[[ Exercise materials, beginning ]]

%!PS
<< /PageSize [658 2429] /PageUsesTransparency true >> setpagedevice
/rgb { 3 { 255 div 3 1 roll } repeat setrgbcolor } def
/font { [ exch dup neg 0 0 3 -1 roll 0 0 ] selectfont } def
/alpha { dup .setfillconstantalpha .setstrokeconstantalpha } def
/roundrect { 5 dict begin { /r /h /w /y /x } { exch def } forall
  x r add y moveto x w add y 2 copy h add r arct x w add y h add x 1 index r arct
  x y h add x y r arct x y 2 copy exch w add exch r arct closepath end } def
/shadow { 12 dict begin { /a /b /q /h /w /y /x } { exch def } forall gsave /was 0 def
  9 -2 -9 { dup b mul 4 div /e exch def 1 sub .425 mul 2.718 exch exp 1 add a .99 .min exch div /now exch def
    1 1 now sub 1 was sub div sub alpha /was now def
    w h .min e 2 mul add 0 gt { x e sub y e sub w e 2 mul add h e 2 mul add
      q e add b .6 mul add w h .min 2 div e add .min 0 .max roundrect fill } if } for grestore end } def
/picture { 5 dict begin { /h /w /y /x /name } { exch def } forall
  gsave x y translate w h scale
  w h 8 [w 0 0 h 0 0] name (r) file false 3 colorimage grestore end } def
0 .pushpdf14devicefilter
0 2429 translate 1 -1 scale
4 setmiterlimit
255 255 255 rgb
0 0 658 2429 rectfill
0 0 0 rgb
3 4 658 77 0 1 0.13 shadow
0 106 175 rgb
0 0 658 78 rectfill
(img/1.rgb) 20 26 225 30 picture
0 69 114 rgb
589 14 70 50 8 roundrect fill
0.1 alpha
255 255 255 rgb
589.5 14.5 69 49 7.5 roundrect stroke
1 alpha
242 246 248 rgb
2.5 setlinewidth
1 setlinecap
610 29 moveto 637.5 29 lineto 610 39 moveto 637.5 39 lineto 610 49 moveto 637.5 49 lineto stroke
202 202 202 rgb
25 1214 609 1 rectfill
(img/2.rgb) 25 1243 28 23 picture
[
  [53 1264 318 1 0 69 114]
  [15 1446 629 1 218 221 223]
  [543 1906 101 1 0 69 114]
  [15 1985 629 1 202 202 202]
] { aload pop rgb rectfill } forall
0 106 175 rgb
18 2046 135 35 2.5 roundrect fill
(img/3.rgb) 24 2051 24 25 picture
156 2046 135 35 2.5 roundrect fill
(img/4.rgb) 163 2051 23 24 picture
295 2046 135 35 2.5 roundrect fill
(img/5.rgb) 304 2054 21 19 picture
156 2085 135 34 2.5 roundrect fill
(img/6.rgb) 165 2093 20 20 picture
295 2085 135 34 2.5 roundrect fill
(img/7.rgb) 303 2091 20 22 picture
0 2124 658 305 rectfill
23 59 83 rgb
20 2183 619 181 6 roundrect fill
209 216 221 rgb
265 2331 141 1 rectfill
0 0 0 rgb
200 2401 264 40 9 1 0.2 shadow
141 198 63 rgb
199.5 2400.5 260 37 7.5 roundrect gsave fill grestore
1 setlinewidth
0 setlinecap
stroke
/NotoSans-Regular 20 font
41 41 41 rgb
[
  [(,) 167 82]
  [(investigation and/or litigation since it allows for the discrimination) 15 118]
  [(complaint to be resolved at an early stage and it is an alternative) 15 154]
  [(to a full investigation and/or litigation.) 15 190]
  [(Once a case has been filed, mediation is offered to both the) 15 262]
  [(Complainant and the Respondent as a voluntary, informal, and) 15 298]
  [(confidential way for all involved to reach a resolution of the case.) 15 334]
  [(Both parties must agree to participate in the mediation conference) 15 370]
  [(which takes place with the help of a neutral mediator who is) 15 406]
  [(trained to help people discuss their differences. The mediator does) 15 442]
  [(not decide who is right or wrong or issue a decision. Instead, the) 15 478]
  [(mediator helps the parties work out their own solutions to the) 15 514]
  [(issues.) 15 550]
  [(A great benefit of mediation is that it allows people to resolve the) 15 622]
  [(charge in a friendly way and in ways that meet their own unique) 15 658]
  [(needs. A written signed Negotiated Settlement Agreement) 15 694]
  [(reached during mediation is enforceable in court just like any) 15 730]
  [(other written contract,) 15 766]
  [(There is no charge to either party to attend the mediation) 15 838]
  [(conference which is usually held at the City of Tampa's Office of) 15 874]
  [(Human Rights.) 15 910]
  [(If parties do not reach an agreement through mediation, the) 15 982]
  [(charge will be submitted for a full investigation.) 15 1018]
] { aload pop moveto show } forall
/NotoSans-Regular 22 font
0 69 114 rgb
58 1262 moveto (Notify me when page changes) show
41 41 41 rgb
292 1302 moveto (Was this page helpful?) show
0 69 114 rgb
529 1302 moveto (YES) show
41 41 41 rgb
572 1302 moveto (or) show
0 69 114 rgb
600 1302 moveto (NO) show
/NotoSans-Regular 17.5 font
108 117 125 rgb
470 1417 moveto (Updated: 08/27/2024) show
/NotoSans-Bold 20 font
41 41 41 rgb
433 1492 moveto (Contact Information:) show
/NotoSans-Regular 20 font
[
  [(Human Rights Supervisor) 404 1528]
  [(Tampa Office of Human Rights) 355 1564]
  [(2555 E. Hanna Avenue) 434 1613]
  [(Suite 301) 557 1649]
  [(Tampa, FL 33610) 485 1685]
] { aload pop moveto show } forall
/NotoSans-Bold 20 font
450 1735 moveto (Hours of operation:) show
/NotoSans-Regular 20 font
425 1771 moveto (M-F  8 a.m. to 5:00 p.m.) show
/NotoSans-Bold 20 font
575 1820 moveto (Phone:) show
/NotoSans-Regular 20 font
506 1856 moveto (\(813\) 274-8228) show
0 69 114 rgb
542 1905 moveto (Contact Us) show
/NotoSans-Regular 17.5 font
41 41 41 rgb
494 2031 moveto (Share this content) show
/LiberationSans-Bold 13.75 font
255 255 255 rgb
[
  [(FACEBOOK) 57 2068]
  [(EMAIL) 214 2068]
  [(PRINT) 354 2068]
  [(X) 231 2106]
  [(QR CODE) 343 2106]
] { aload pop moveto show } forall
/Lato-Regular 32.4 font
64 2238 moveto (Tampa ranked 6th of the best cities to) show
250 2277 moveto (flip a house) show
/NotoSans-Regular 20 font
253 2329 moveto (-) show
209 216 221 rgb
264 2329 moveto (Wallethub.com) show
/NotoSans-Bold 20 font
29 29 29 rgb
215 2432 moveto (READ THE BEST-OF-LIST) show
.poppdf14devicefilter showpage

[[ Exercise materials, end ]]

* Exercise brief: Copy nothing beyond the line containing "0 2429 translate 1 -1 scale". Transcribe exactly from the first line of the entries down to that line, inclusive.

* Response below:
%!PS
<< /PageSize [658 2429] /PageUsesTransparency true >> setpagedevice
/rgb { 3 { 255 div 3 1 roll } repeat setrgbcolor } def
/font { [ exch dup neg 0 0 3 -1 roll 0 0 ] selectfont } def
/alpha { dup .setfillconstantalpha .setstrokeconstantalpha } def
/roundrect { 5 dict begin { /r /h /w /y /x } { exch def } forall
  x r add y moveto x w add y 2 copy h add r arct x w add y h add x 1 index r arct
  x y h add x y r arct x y 2 copy exch w add exch r arct closepath end } def
/shadow { 12 dict begin { /a /b /q /h /w /y /x } { exch def } forall gsave /was 0 def
  9 -2 -9 { dup b mul 4 div /e exch def 1 sub .425 mul 2.718 exch exp 1 add a .99 .min exch div /now exch def
    1 1 now sub 1 was sub div sub alpha /was now def
    w h .min e 2 mul add 0 gt { x e sub y e sub w e 2 mul add h e 2 mul add
      q e add b .6 mul add w h .min 2 div e add .min 0 .max roundrect fill } if } for grestore end } def
/picture { 5 dict begin { /h /w /y /x /name } { exch def } forall
  gsave x y translate w h scale
  w h 8 [w 0 0 h 0 0] name (r) file false 3 colorimage grestore end } def
0 .pushpdf14devicefilter
0 2429 translate 1 -1 scale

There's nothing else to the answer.